• **Task brief**
Where a line contains the word "Overdale", copy that line from the records below.

Records drawn from a dataset:
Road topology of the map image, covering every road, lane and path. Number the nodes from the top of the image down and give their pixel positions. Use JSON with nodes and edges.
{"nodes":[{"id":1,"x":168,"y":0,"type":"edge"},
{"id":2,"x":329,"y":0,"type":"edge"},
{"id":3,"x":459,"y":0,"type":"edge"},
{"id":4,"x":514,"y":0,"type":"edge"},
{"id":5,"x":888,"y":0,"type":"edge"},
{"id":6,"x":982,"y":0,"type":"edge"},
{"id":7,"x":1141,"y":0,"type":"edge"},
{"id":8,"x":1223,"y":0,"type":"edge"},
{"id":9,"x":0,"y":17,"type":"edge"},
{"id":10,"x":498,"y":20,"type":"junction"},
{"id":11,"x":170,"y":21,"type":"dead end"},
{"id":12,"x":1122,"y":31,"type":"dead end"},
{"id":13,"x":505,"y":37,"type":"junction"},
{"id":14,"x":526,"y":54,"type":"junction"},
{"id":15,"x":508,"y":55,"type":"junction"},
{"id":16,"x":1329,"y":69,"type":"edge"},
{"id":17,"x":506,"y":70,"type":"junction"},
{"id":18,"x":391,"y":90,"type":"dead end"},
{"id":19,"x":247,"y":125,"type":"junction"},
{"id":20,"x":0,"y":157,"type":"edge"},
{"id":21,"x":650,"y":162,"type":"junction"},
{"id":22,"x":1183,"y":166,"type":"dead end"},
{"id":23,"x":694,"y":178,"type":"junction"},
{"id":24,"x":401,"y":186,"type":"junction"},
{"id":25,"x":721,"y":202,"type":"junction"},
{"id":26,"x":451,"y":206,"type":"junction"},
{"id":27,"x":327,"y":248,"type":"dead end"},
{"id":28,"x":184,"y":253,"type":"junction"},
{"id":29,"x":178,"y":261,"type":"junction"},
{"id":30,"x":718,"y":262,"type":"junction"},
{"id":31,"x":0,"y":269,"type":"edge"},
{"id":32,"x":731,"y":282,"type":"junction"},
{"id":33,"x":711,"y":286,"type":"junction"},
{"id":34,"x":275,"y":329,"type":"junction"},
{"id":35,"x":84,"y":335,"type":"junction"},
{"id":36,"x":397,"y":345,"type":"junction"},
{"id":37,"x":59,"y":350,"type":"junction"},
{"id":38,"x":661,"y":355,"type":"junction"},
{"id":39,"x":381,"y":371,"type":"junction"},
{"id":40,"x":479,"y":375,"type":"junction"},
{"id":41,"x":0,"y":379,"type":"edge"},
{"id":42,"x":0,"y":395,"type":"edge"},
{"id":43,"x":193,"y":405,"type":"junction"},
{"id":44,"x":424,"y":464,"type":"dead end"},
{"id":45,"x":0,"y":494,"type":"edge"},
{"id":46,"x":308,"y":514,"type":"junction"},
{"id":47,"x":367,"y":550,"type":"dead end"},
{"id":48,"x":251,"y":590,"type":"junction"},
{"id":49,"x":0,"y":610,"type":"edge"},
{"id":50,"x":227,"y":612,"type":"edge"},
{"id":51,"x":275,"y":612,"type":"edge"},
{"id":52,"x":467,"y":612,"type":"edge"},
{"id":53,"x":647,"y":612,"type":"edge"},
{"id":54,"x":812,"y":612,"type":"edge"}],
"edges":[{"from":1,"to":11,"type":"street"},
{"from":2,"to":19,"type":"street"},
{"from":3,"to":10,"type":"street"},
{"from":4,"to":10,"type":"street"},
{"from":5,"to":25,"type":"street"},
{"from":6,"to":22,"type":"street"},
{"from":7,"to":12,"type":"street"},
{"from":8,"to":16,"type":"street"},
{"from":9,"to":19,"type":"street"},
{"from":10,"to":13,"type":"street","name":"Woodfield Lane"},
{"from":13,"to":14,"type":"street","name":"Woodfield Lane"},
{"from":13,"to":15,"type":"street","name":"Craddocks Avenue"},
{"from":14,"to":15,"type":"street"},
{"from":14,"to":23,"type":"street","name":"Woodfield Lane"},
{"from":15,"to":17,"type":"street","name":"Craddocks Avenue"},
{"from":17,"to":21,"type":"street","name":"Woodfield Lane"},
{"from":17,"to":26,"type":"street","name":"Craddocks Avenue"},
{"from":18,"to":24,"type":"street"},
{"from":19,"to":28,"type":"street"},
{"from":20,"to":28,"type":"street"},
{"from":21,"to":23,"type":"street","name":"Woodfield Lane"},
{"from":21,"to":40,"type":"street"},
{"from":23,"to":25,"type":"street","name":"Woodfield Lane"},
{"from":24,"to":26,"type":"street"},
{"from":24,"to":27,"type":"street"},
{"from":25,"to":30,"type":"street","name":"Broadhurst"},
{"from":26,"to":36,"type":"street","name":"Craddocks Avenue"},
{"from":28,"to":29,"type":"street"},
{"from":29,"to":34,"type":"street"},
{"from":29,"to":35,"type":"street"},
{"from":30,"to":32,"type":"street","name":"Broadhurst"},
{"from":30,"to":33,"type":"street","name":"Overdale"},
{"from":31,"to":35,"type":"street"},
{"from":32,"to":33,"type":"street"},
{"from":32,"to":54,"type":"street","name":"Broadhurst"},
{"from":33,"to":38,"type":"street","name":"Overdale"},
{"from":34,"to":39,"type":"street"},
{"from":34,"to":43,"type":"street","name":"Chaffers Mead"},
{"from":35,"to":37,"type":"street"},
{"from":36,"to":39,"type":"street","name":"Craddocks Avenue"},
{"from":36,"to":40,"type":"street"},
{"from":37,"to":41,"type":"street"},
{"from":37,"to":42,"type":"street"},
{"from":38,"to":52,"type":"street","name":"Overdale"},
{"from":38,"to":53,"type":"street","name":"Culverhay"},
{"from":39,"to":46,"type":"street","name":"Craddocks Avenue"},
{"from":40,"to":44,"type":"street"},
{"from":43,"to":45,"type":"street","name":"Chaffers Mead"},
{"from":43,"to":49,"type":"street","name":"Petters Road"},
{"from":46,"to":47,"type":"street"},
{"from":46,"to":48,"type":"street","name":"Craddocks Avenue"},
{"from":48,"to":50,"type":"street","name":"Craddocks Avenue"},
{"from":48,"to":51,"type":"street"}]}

• **Task solution**
{"from":30,"to":33,"type":"street","name":"Overdale"},
{"from":33,"to":38,"type":"street","name":"Overdale"},
{"from":38,"to":52,"type":"street","name":"Overdale"},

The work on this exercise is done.